───── EXCERPTED RECORDS ─────

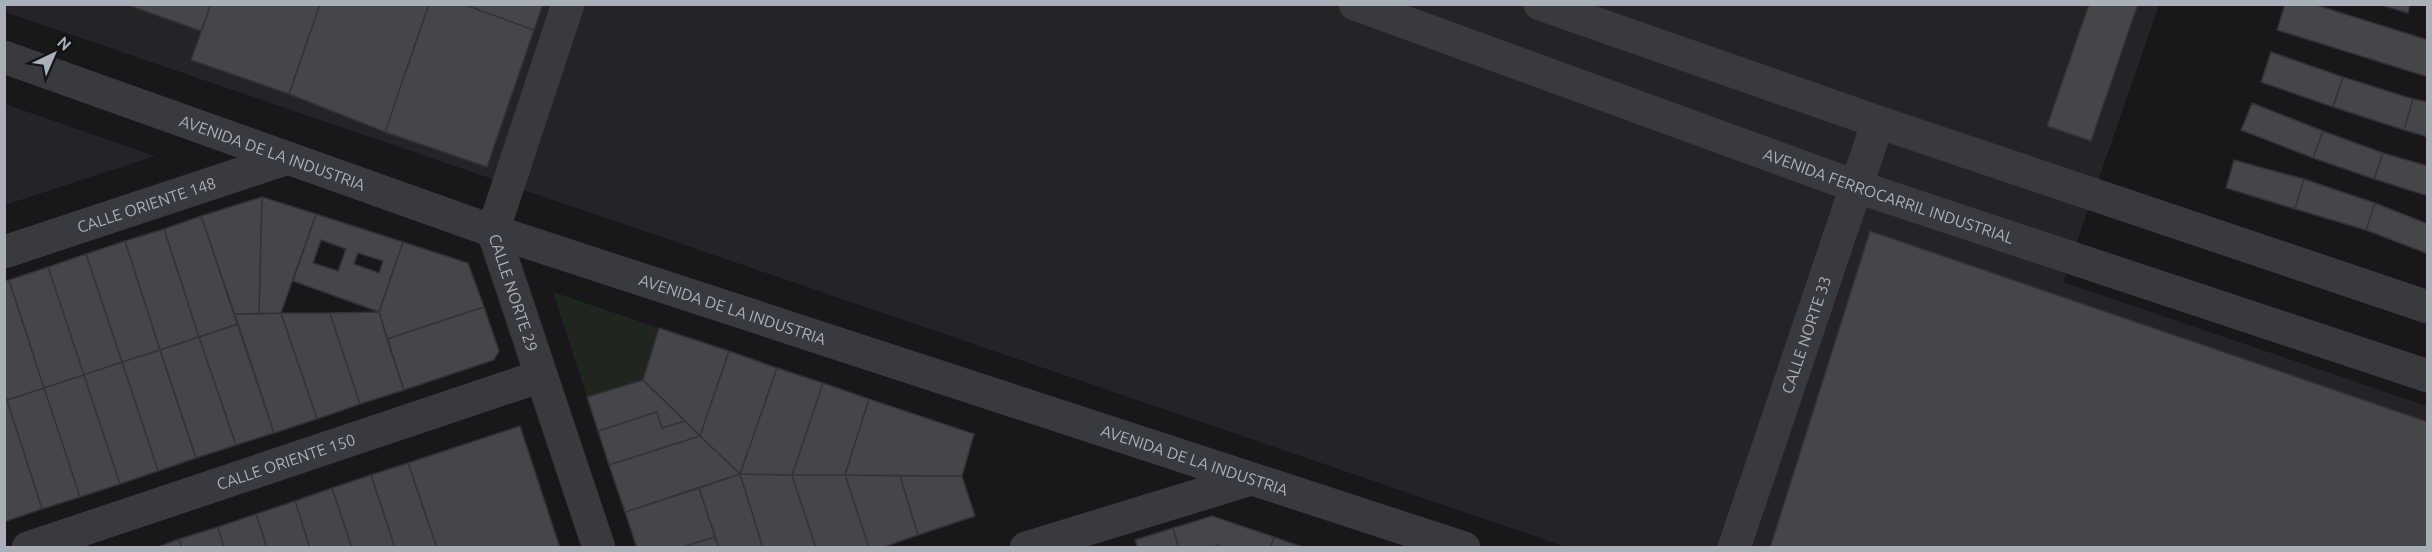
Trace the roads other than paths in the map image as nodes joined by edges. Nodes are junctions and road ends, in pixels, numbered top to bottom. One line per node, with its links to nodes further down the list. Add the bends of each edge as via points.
1 (568, 4): 9 (street, CALLE NORTE 29)
2 (1355, 4): 4 (street, AVENIDA FERROCARRIL INDUSTRIAL)
3 (1540, 4): 6 (street)
4 (1413, 14): 8 (street, AVENIDA FERROCARRIL INDUSTRIAL)
5 (4, 57): 7 (street, AVENIDA DE LA INDUSTRIA)
6 (1878, 122): 8 (street, CALLE NORTE 33); 11 (street)
7 (288, 158): 9 (street, AVENIDA DE LA INDUSTRIA); 10 (street, CALLE ORIENTE 148)
8 (1855, 186): 13 (street, AVENIDA FERROCARRIL INDUSTRIAL); 19 (street, CALLE NORTE 33)
9 (493, 231): 12 (street, CALLE NORTE 29); 14 (street, AVENIDA DE LA INDUSTRIA)
10 (4, 252)
11 (2427, 307)
12 (541, 376): 15 (street, CALLE ORIENTE 150); 16 (street, CALLE NORTE 29)
13 (2427, 376)
14 (1251, 479): 17 (street); 18 (street, AVENIDA DE LA INDUSTRIA)
15 (28, 548)
16 (599, 548)
17 (1026, 548)
18 (1464, 548)
19 (1734, 548)

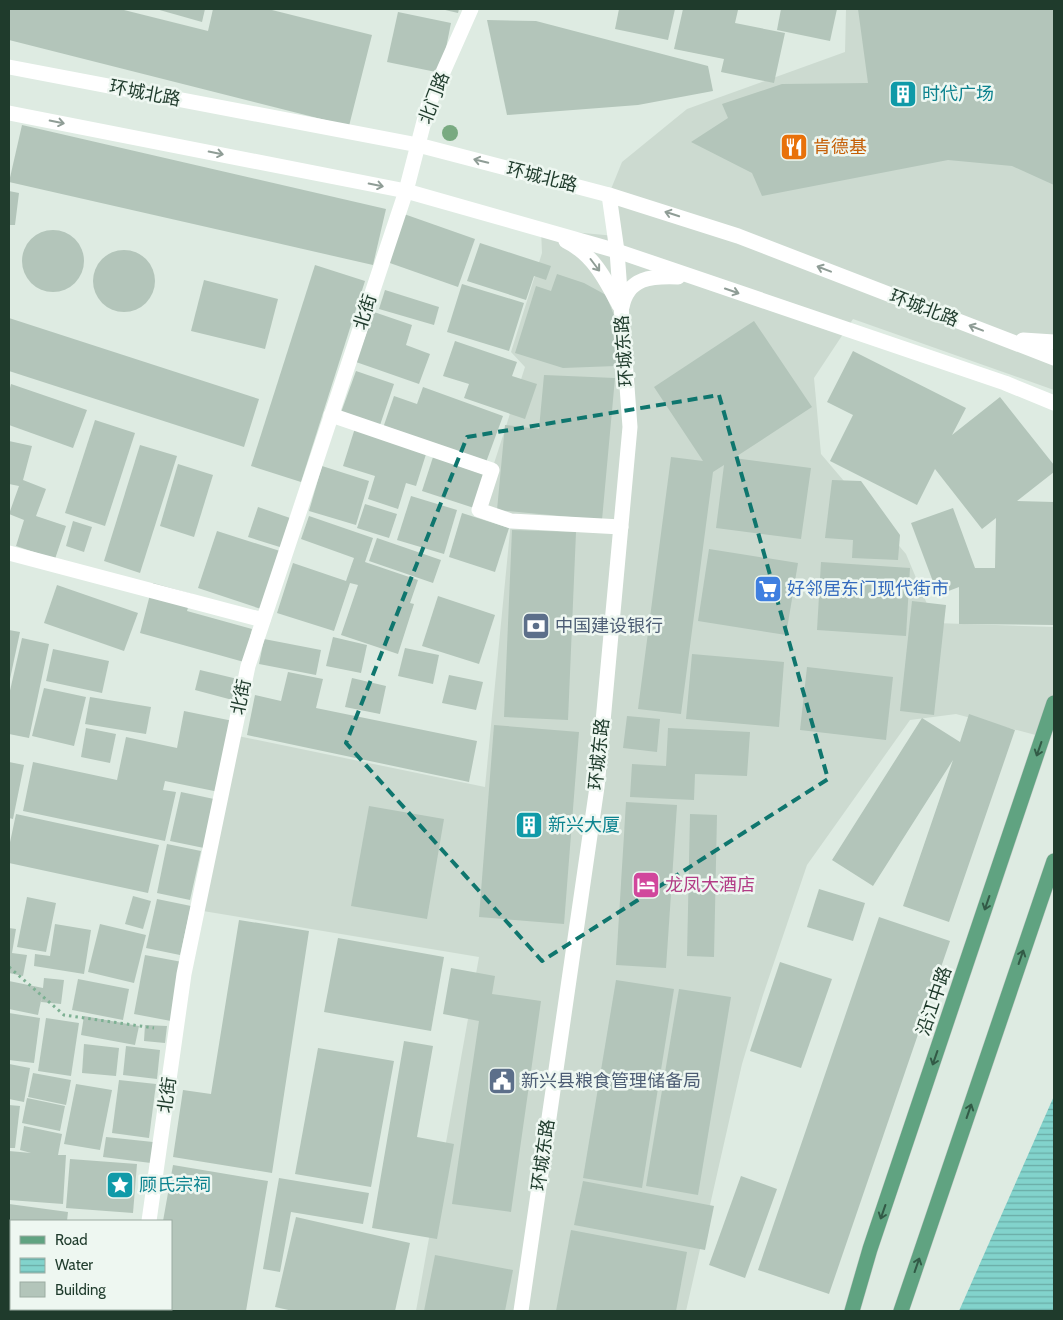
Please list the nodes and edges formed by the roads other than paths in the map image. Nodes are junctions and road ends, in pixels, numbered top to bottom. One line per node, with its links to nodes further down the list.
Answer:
1 (472, 9): 4 (street, 北门路)
2 (9, 68): 4 (street, 环城北路)
3 (9, 113): 5 (street, one-way to 5)
4 (418, 145): 5 (street, 北门路); 6 (street, 环城北路, one-way to 4)
5 (406, 190): 7 (street); 15 (street, 北街)
6 (610, 194): 8 (street, 环城东路); 11 (street, 环城北路, one-way to 6)
7 (541, 229): 8 (street); 10 (street, one-way to 10)
8 (617, 251): 9 (street); 10 (street, 环城东路)
9 (706, 282): 10 (street); 14 (street, one-way to 14)
10 (622, 311): 16 (street, 环城东路)
11 (1004, 339): 12 (street); 13 (street, 环城北路)
12 (1054, 342)
13 (1054, 358)
14 (1054, 403)
15 (331, 415): 16 (street); 18 (street, 北街)
16 (621, 527): 22 (street, 环城东路)
17 (9, 553): 18 (street)
18 (263, 620): 21 (street, 北街)
19 (1054, 703): 23 (main road, 沿江中路, one-way to 23)
20 (1054, 861): 24 (main road, one-way to 20)
21 (149, 1220)
22 (521, 1311)
23 (852, 1311)
24 (901, 1311)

─────

PROBLEM REQUIREMENTS — Give the lines from the one containing "Please list the" through the end of the entries again, exactly as written and with no other lines.

EXERCISE SOLUTION —
Please list the nodes and edges formed by the roads other than paths in the map image. Nodes are junctions and road ends, in pixels, numbered top to bottom. One line per node, with its links to nodes further down the list.
Answer:
1 (472, 9): 4 (street, 北门路)
2 (9, 68): 4 (street, 环城北路)
3 (9, 113): 5 (street, one-way to 5)
4 (418, 145): 5 (street, 北门路); 6 (street, 环城北路, one-way to 4)
5 (406, 190): 7 (street); 15 (street, 北街)
6 (610, 194): 8 (street, 环城东路); 11 (street, 环城北路, one-way to 6)
7 (541, 229): 8 (street); 10 (street, one-way to 10)
8 (617, 251): 9 (street); 10 (street, 环城东路)
9 (706, 282): 10 (street); 14 (street, one-way to 14)
10 (622, 311): 16 (street, 环城东路)
11 (1004, 339): 12 (street); 13 (street, 环城北路)
12 (1054, 342)
13 (1054, 358)
14 (1054, 403)
15 (331, 415): 16 (street); 18 (street, 北街)
16 (621, 527): 22 (street, 环城东路)
17 (9, 553): 18 (street)
18 (263, 620): 21 (street, 北街)
19 (1054, 703): 23 (main road, 沿江中路, one-way to 23)
20 (1054, 861): 24 (main road, one-way to 20)
21 (149, 1220)
22 (521, 1311)
23 (852, 1311)
24 (901, 1311)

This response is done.